Der Prozessbevollmächtigte des Klägers kann als im Rahmen der Prozesskostenhilfe beigeordneter Rechtsanwalt die in seinem Festsetzungsantrag genannte Vergütung verlangen.
1. Die gegen die Landeskasse gerichteten Vergütungsansprüche des Prozessbevollmächtigten des Klägers bestimmen sich nach dem Beschluss des Arbeitsgerichts Cottbus 25.07.2017, durch den die Prozesskostenhilfe bewilligt und er dem Kläger als Rechtsanwalt beigeordnet wurde (§ 48 Abs. 1 RVG). Die Bewilligung und Beiordnung bezieht sich dabei entgegen der Auffassung des Arbeitsgerichts auch auf die vergleichsweise Erledigung eines zuvor nicht rechtshängigen Gegenstandes. Der Prozessbevollmächtigte des Klägers hatte in der mündlichen Verhandlung vom 10.07.2017 ausdrücklich den Prozesskostenhilfeantrag auf einen Mehrvergleich erstreckt. Dem Prozesskostenhilfeantrag des Klägers hat das Arbeitsgericht durch den im Anschluss daran erfolgten Beschluss vom 25.07.2017 "in vollem Umfang" entsprochen und damit ausdrücklich eine Beiordnung auch für den Mehrvergleich angeordnet. Dass das Arbeitsgericht Prozesskostenhilfe nur für den Gegenstand der Klage bewilligen wollte, lässt sich dem eindeutigen Wortlaut des genannten Beschlusses nicht entnehmen. Der Beschluss enthält auch - was ohnehin nicht zulässig wäre - hinsichtlich der zu erstattenden Anwaltsgebühren keine Einschränkungen, die zu bestimmen Sache des Vergütungsfestsetzungsverfahrens ist.
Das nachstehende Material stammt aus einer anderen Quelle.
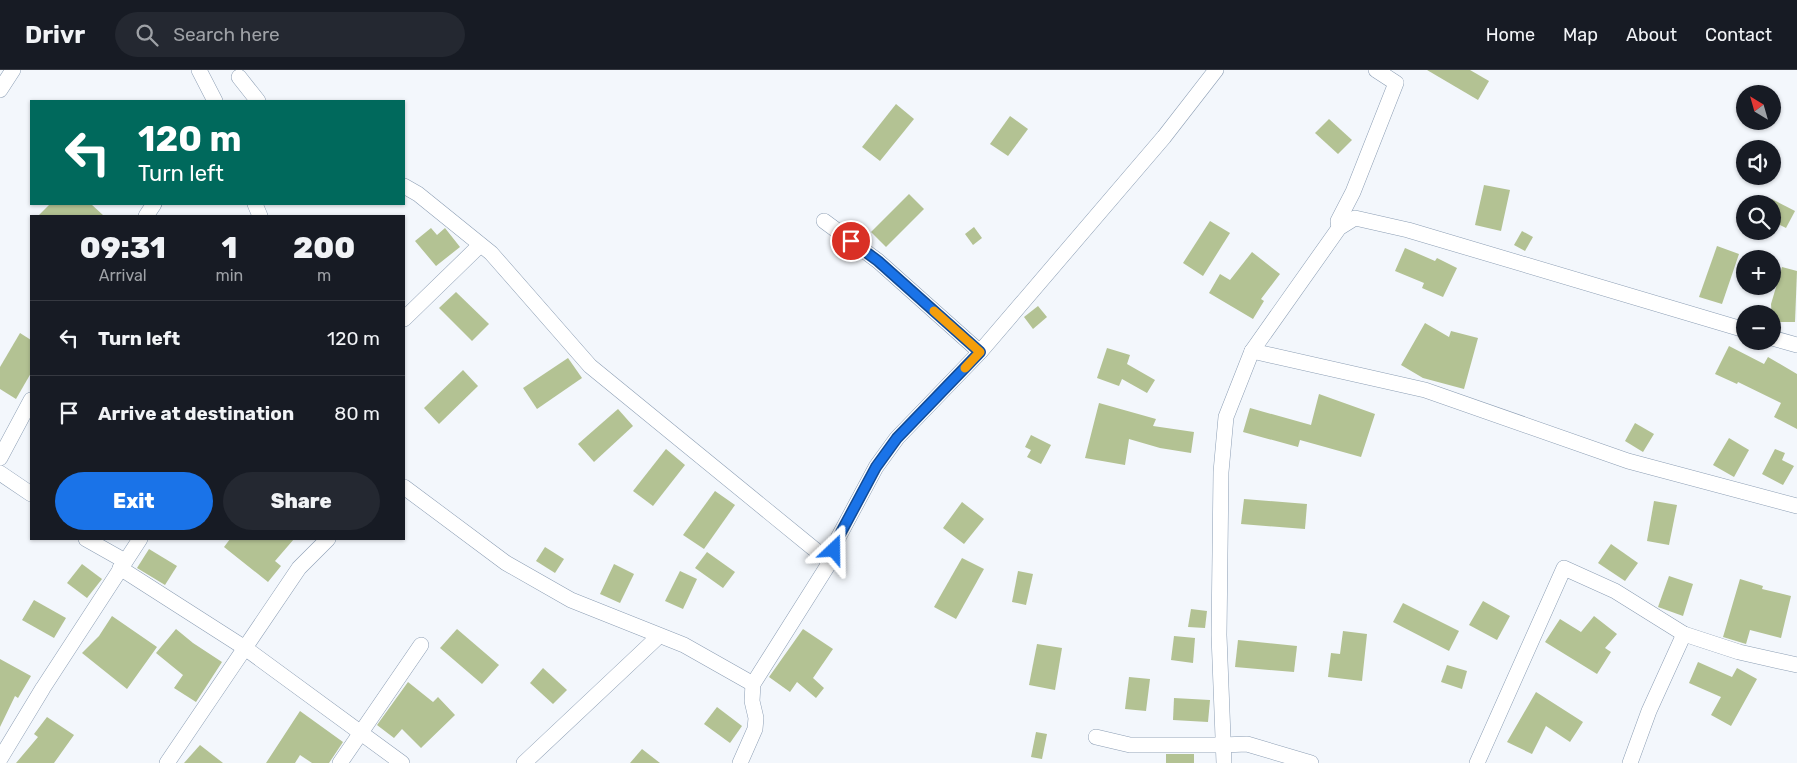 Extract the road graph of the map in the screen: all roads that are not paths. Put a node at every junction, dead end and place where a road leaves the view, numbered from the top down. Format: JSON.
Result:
{"nodes":[{"id":1,"x":14,"y":70,"type":"edge"},
{"id":2,"x":199,"y":70,"type":"edge"},
{"id":3,"x":1216,"y":70,"type":"edge"},
{"id":4,"x":1376,"y":70,"type":"edge"},
{"id":5,"x":239,"y":77,"type":"dead end"},
{"id":6,"x":1398,"y":77,"type":"edge"},
{"id":7,"x":0,"y":90,"type":"edge"},
{"id":8,"x":214,"y":100,"type":"edge"},
{"id":9,"x":257,"y":100,"type":"edge"},
{"id":10,"x":405,"y":187,"type":"edge"},
{"id":11,"x":824,"y":221,"type":"dead end"},
{"id":12,"x":1339,"y":228,"type":"junction"},
{"id":13,"x":476,"y":249,"type":"dead end"},
{"id":14,"x":405,"y":318,"type":"edge"},
{"id":15,"x":1736,"y":327,"type":"edge"},
{"id":16,"x":1781,"y":341,"type":"edge"},
{"id":17,"x":1797,"y":345,"type":"edge"},
{"id":18,"x":1252,"y":351,"type":"junction"},
{"id":19,"x":980,"y":352,"type":"junction"},
{"id":20,"x":30,"y":402,"type":"edge"},
{"id":21,"x":0,"y":458,"type":"edge"},
{"id":22,"x":0,"y":473,"type":"edge"},
{"id":23,"x":405,"y":488,"type":"edge"},
{"id":24,"x":30,"y":493,"type":"edge"},
{"id":25,"x":1797,"y":506,"type":"edge"},
{"id":26,"x":87,"y":540,"type":"edge"},
{"id":27,"x":139,"y":540,"type":"edge"},
{"id":28,"x":327,"y":540,"type":"edge"},
{"id":29,"x":830,"y":562,"type":"junction"},
{"id":30,"x":123,"y":564,"type":"junction"},
{"id":31,"x":1684,"y":634,"type":"junction"},
{"id":32,"x":659,"y":636,"type":"junction"},
{"id":33,"x":421,"y":645,"type":"dead end"},
{"id":34,"x":245,"y":648,"type":"junction"},
{"id":35,"x":1797,"y":665,"type":"edge"},
{"id":36,"x":753,"y":684,"type":"junction"},
{"id":37,"x":360,"y":732,"type":"junction"},
{"id":38,"x":1096,"y":737,"type":"dead end"},
{"id":39,"x":1223,"y":745,"type":"junction"},
{"id":40,"x":0,"y":759,"type":"edge"},
{"id":41,"x":167,"y":763,"type":"edge"},
{"id":42,"x":340,"y":763,"type":"edge"},
{"id":43,"x":402,"y":763,"type":"edge"},
{"id":44,"x":524,"y":763,"type":"edge"},
{"id":45,"x":740,"y":763,"type":"edge"},
{"id":46,"x":1224,"y":763,"type":"edge"},
{"id":47,"x":1311,"y":763,"type":"edge"},
{"id":48,"x":1477,"y":763,"type":"edge"},
{"id":49,"x":1630,"y":763,"type":"edge"}],
"edges":[{"from":1,"to":7,"type":"street"},
{"from":2,"to":8,"type":"street"},
{"from":3,"to":19,"type":"street"},
{"from":4,"to":6,"type":"street"},
{"from":5,"to":9,"type":"street"},
{"from":6,"to":12,"type":"street"},
{"from":10,"to":29,"type":"street"},
{"from":11,"to":19,"type":"street"},
{"from":12,"to":15,"type":"street"},
{"from":12,"to":18,"type":"street"},
{"from":13,"to":14,"type":"street"},
{"from":16,"to":17,"type":"street"},
{"from":18,"to":25,"type":"street"},
{"from":18,"to":39,"type":"street"},
{"from":19,"to":29,"type":"street"},
{"from":20,"to":21,"type":"street"},
{"from":22,"to":24,"type":"street"},
{"from":23,"to":32,"type":"street"},
{"from":26,"to":30,"type":"street"},
{"from":27,"to":30,"type":"street"},
{"from":28,"to":34,"type":"street"},
{"from":29,"to":36,"type":"street"},
{"from":30,"to":34,"type":"street"},
{"from":30,"to":40,"type":"street"},
{"from":31,"to":35,"type":"street"},
{"from":31,"to":48,"type":"street"},
{"from":31,"to":49,"type":"street"},
{"from":32,"to":36,"type":"street"},
{"from":32,"to":44,"type":"street"},
{"from":33,"to":37,"type":"street"},
{"from":34,"to":37,"type":"street"},
{"from":34,"to":41,"type":"street"},
{"from":36,"to":45,"type":"street"},
{"from":37,"to":42,"type":"street"},
{"from":37,"to":43,"type":"street"},
{"from":38,"to":39,"type":"street"},
{"from":39,"to":46,"type":"street"},
{"from":39,"to":47,"type":"street"}]}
2. Dem Prozessbevollmächtigten des Klägers steht wegen des abgeschlossenen Mehrvergleichs sowohl eine 0,8 Verfahrensgebühr (Nr. 3101 Nr. 2 RVG-VV) als auch eine 1,5 Einigungsgebühr (Nr. 1000 RVG-VV) sowie eine Terminsgebühr nach dem Wert des gesamten Gegenstands des Vergleichs (Nr. 3104 RVG-VV) zu.
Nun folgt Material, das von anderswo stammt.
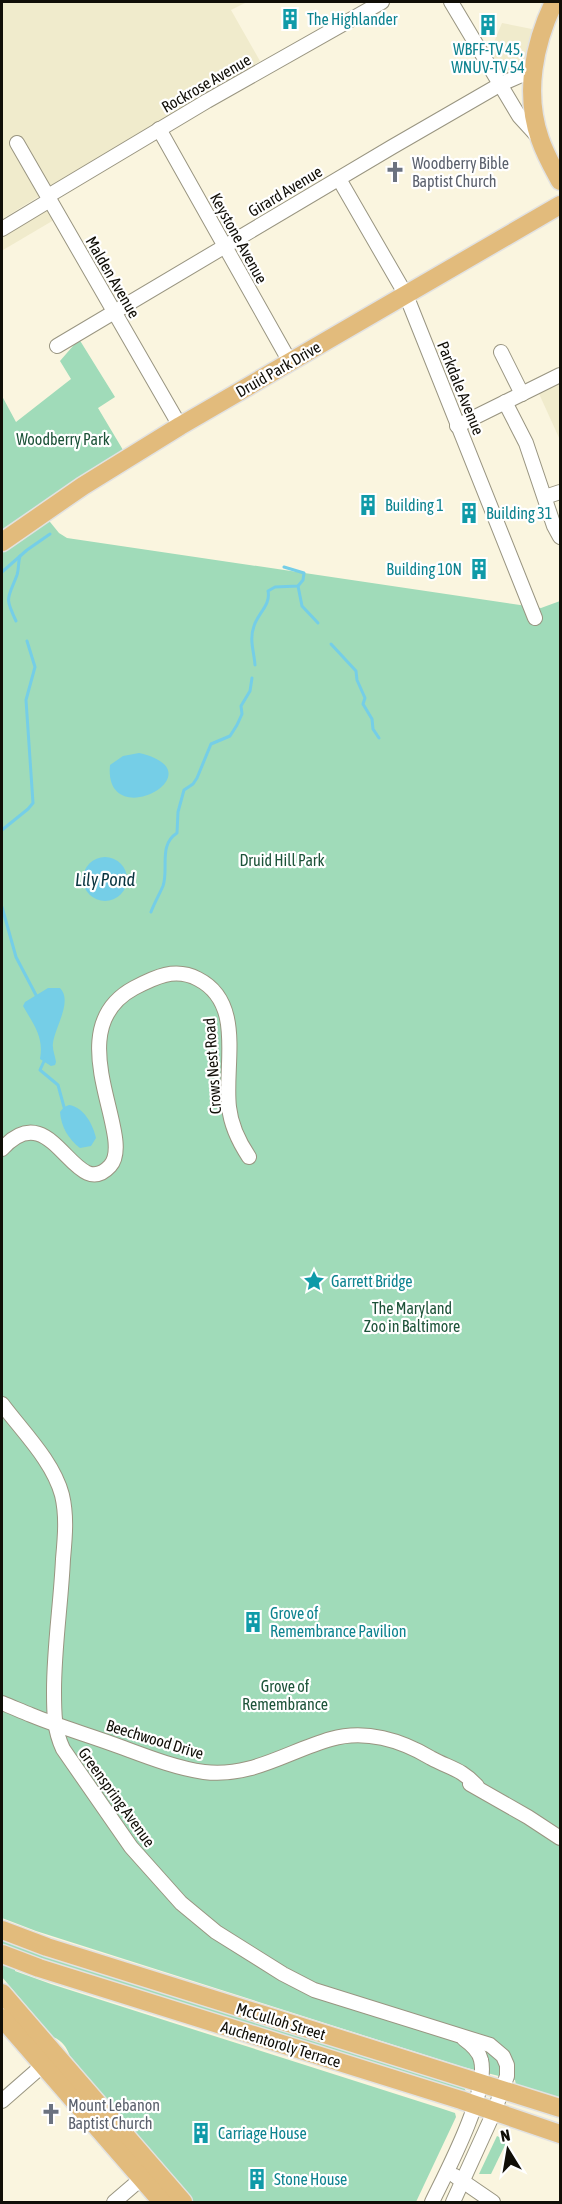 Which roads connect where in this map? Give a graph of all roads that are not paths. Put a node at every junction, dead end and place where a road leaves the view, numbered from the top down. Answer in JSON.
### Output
{"nodes":[{"id":1,"x":382,"y":2,"type":"edge"},
{"id":2,"x":451,"y":2,"type":"edge"},
{"id":3,"x":554,"y":2,"type":"edge"},
{"id":4,"x":533,"y":70,"type":"junction"},
{"id":5,"x":501,"y":84,"type":"junction"},
{"id":6,"x":159,"y":129,"type":"junction"},
{"id":7,"x":540,"y":139,"type":"junction"},
{"id":8,"x":18,"y":143,"type":"dead end"},
{"id":9,"x":339,"y":178,"type":"junction"},
{"id":10,"x":561,"y":182,"type":"edge"},
{"id":11,"x":49,"y":198,"type":"junction"},
{"id":12,"x":561,"y":205,"type":"edge"},
{"id":13,"x":2,"y":229,"type":"edge"},
{"id":14,"x":225,"y":246,"type":"junction"},
{"id":15,"x":406,"y":295,"type":"junction"},
{"id":16,"x":114,"y":312,"type":"junction"},
{"id":17,"x":57,"y":346,"type":"dead end"},
{"id":18,"x":501,"y":352,"type":"dead end"},
{"id":19,"x":290,"y":362,"type":"junction"},
{"id":20,"x":561,"y":375,"type":"edge"},
{"id":21,"x":522,"y":394,"type":"junction"},
{"id":22,"x":505,"y":402,"type":"junction"},
{"id":23,"x":180,"y":426,"type":"junction"},
{"id":24,"x":458,"y":426,"type":"junction"},
{"id":25,"x":561,"y":492,"type":"edge"},
{"id":26,"x":545,"y":497,"type":"junction"},
{"id":27,"x":561,"y":537,"type":"edge"},
{"id":28,"x":2,"y":542,"type":"edge"},
{"id":29,"x":536,"y":618,"type":"dead end"},
{"id":30,"x":2,"y":1149,"type":"edge"},
{"id":31,"x":249,"y":1157,"type":"dead end"},
{"id":32,"x":2,"y":1404,"type":"edge"},
{"id":33,"x":2,"y":1703,"type":"edge"},
{"id":34,"x":55,"y":1723,"type":"junction"},
{"id":35,"x":561,"y":1838,"type":"edge"},
{"id":36,"x":2,"y":1930,"type":"edge"},
{"id":37,"x":2,"y":1954,"type":"edge"},
{"id":38,"x":2,"y":1993,"type":"edge"},
{"id":39,"x":2,"y":2018,"type":"edge"},
{"id":40,"x":460,"y":2036,"type":"junction"},
{"id":41,"x":49,"y":2060,"type":"junction"},
{"id":42,"x":480,"y":2083,"type":"junction"},
{"id":43,"x":502,"y":2090,"type":"junction"},
{"id":44,"x":2,"y":2101,"type":"edge"},
{"id":45,"x":475,"y":2105,"type":"junction"},
{"id":46,"x":561,"y":2108,"type":"edge"},
{"id":47,"x":494,"y":2112,"type":"junction"},
{"id":48,"x":561,"y":2134,"type":"edge"},
{"id":49,"x":447,"y":2170,"type":"junction"},
{"id":50,"x":147,"y":2173,"type":"junction"},
{"id":51,"x":462,"y":2181,"type":"junction"},
{"id":52,"x":114,"y":2202,"type":"edge"},
{"id":53,"x":162,"y":2202,"type":"edge"},
{"id":54,"x":183,"y":2202,"type":"edge"},
{"id":55,"x":432,"y":2202,"type":"edge"},
{"id":56,"x":453,"y":2202,"type":"edge"},
{"id":57,"x":493,"y":2202,"type":"edge"}],
"edges":[{"from":1,"to":6,"type":"street","name":"Rockrose Avenue"},
{"from":2,"to":5,"type":"street"},
{"from":3,"to":4,"type":"main road"},
{"from":4,"to":5,"type":"street","name":"Girard Avenue"},
{"from":4,"to":7,"type":"main road"},
{"from":5,"to":7,"type":"street"},
{"from":5,"to":9,"type":"street","name":"Girard Avenue"},
{"from":6,"to":11,"type":"street","name":"Rockrose Avenue"},
{"from":6,"to":14,"type":"street","name":"Keystone Avenue"},
{"from":7,"to":10,"type":"main road"},
{"from":8,"to":11,"type":"street","name":"Malden Avenue"},
{"from":9,"to":14,"type":"street","name":"Girard Avenue"},
{"from":9,"to":15,"type":"street","name":"Parkdale Avenue"},
{"from":11,"to":13,"type":"street","name":"Rockrose Avenue"},
{"from":11,"to":16,"type":"street","name":"Malden Avenue"},
{"from":12,"to":15,"type":"main road","name":"Druid Park Drive"},
{"from":14,"to":16,"type":"street","name":"Girard Avenue"},
{"from":14,"to":19,"type":"street","name":"Keystone Avenue"},
{"from":15,"to":19,"type":"main road","name":"Druid Park Drive"},
{"from":15,"to":24,"type":"street","name":"Parkdale Avenue"},
{"from":16,"to":17,"type":"street","name":"Girard Avenue"},
{"from":16,"to":23,"type":"street","name":"Malden Avenue"},
{"from":18,"to":21,"type":"street"},
{"from":19,"to":23,"type":"main road","name":"Druid Park Drive"},
{"from":20,"to":21,"type":"street"},
{"from":21,"to":22,"type":"street"},
{"from":22,"to":24,"type":"street"},
{"from":22,"to":26,"type":"street"},
{"from":23,"to":28,"type":"main road","name":"Druid Park Drive"},
{"from":24,"to":29,"type":"street","name":"Parkdale Avenue"},
{"from":25,"to":26,"type":"street"},
{"from":26,"to":27,"type":"street"},
{"from":30,"to":31,"type":"street","name":"Crows Nest Road"},
{"from":32,"to":34,"type":"street","name":"Greenspring Avenue"},
{"from":33,"to":34,"type":"street","name":"Beechwood Drive"},
{"from":34,"to":35,"type":"street","name":"Beechwood Drive"},
{"from":34,"to":40,"type":"street","name":"Greenspring Avenue"},
{"from":36,"to":42,"type":"main road","name":"McCulloh Street"},
{"from":37,"to":45,"type":"main road","name":"Auchentoroly Terrace"},
{"from":38,"to":41,"type":"main road"},
{"from":39,"to":41,"type":"main road"},
{"from":40,"to":42,"type":"street","name":"Greenspring Avenue"},
{"from":40,"to":43,"type":"street","name":"Greenspring Avenue"},
{"from":41,"to":44,"type":"street"},
{"from":41,"to":50,"type":"main road"},
{"from":42,"to":43,"type":"main road","name":"McCulloh Street"},
{"from":42,"to":45,"type":"street","name":"Greenspring Avenue"},
{"from":43,"to":46,"type":"main road","name":"McCulloh Street"},
{"from":43,"to":47,"type":"street","name":"Greenspring Avenue"},
{"from":45,"to":47,"type":"main road","name":"Auchentoroly Terrace"},
{"from":45,"to":49,"type":"street","name":"Greenspring Avenue"},
{"from":47,"to":48,"type":"main road","name":"Auchentoroly Terrace"},
{"from":47,"to":51,"type":"street","name":"Greenspring Avenue"},
{"from":49,"to":51,"type":"street"},
{"from":49,"to":55,"type":"street","name":"Greenspring Avenue"},
{"from":50,"to":52,"type":"street"},
{"from":50,"to":53,"type":"main road"},
{"from":50,"to":54,"type":"main road"},
{"from":51,"to":56,"type":"street","name":"Greenspring Avenue"},
{"from":51,"to":57,"type":"street"}]}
a) Es ist umstritten, welche anwaltlichen Gebühren der im Rahmen der Prozesskostenhilfe beigeordnete Rechtsanwalt bei der vergleichsweisen Erledigung zuvor nicht rechtshängiger Gegenstände in einem gerichtlichen Vergleich verlangen kann. Nach einer Auffassung (vgl. hierzu nur LAG Hamm, Beschluss vom 21.11.2016 - 14 Ta 246/16 - juris; OLG Dresden, Beschluss vom 02.02.2017 - 20 UF 1100/16 - FamRZ 2017, 993; KG, Beschluss vom 29.11.2016 - 25 WF 76/127 - juris; vgl. zudem BGH, Beschluss vom 08.06.2004 - VI ZB 49/03 - NJW 2004, 2595) kann weder die genannte Verfahrensgebühr noch die erhöhte Terminsgebühr verlangt werden, weil das Gericht hinsichtlich der nicht rechtshängigen Verfahrensgegenstände die Erfolgsaussichten einer Rechtsverfolgung oder -verteidigung nicht überprüfen könne und bei einem Vergleichsschluss im Rahmen des Prozesskostenhilfeverfahrens (§ 118 Abs. 3 Satz 1 ZPO) ebenfalls nur eine Einigungsgebühr zu erstatten sei. Teilweise wird für das Entstehen von Verfahrens- und Terminsgebühr für die vergleichsweise Regelung nicht anhängiger Gegenstände verlangt, dass zwischen dem eigentlichen Verfahrensgegenstand und dem zusätzlich geregelten Gegenstand ein enger Zusammenhang besteht (OLG Zweibrücken, Beschluss vom 29.04.2016 - 6 WF 57/16 - FamRZ 2016, 587). Schließlich wird angenommen, dass bei einer Erweiterung der Prozesskostenhilfe auf den Abschuss eines Mehrvergleichs dem beigeordneten Rechtsanwalt sämtliche mit dem Vergleichsschluss anfallenden Gebühren aus der Staatskasse zu erstatten sind. Dabei werden vor allem der Sinn und Zweck der Prozesskostenhilfe sowie die Verfahrensökonomie in den Vordergrund gestellt (vgl. insbesondere BGH, Beschluss vom 17.01.2018 - XII ZB 248/16 - juris m.w.N.; Gerold/Schmidt/Müller-Rabe, RVG, 23. Auflage 2017, § 48 Rdnr. 160 ff., 170 ff., m.w.N. zu allen Auffassungen; vgl. auch LAG Baden-Württemberg, Beschluss vom 27.04.2016 - 5 Ta 118/15 - juris).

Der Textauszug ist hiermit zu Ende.